— Ah; ceticismo científico! — O rosto do abade iluminou-se num sorriso que Ellie achou absolutamente cativante; era inocente, quase infantil. — Para comunicar com uma pedra tem de se tornar muito menos… preocupado. Não deve pensar tanto, falar tanto. Quando digo que comunico com uma pedra, não estou a falar de palavras. Os cristãos dizem: «Ao princípio era o Verbo.» Mas eu estou a falar de uma comunicação muito mais anterior, muito mais fundamental do que essa.

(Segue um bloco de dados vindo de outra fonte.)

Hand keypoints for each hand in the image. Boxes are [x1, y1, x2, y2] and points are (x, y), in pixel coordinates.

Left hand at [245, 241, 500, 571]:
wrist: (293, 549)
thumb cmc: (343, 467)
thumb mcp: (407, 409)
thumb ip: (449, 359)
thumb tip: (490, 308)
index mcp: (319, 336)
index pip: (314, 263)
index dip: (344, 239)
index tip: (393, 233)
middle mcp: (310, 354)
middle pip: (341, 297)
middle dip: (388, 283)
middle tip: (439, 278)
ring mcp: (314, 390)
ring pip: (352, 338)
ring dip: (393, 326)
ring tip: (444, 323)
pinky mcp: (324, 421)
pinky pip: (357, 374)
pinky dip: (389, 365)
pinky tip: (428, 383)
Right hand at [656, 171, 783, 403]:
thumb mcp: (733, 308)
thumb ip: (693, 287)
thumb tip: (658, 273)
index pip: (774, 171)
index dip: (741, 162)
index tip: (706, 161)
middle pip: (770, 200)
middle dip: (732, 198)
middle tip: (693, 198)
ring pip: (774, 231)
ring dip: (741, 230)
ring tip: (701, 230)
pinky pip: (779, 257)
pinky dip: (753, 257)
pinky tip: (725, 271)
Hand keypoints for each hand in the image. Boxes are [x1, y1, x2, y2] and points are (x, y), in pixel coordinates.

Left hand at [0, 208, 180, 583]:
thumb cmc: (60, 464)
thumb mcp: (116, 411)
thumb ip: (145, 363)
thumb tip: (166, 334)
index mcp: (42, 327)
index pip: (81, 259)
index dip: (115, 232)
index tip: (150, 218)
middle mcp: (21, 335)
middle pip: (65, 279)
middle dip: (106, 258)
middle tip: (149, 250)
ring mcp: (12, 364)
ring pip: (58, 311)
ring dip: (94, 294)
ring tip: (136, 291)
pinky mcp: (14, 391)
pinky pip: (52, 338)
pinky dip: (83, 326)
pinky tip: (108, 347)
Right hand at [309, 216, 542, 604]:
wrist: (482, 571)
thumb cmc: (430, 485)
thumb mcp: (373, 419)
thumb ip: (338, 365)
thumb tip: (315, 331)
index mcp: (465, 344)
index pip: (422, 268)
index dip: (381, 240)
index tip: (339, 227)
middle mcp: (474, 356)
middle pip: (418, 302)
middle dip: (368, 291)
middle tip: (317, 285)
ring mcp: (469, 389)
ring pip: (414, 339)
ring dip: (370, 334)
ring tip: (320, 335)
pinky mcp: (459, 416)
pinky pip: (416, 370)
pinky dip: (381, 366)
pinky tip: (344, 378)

— É só o Evangelho de S. João que fala do Verbo — observou Ellie… com certo pedantismo, pensou, assim que as palavras lhe saíram da boca. — Os evangelhos sinópticos anteriores não dizem nada a esse respeito. Trata-se, na realidade, de um acréscimo oriundo da filosofia grega. A que gênero de comunicação pré-verbal se refere?
— A sua pergunta é feita de palavras. Pede-me que utilize palavras para descrever o que não tem nada a ver com palavras. Deixe-me ver… Há uma estória japonesa chamada O Sonho das Formigas. Passa-se no Reino das Formigas. É uma estória comprida e não lha vou contar agora. Mas o que pretende dizer é o seguinte: para compreender a linguagem das formigas, uma pessoa tem de se tornar numa formiga.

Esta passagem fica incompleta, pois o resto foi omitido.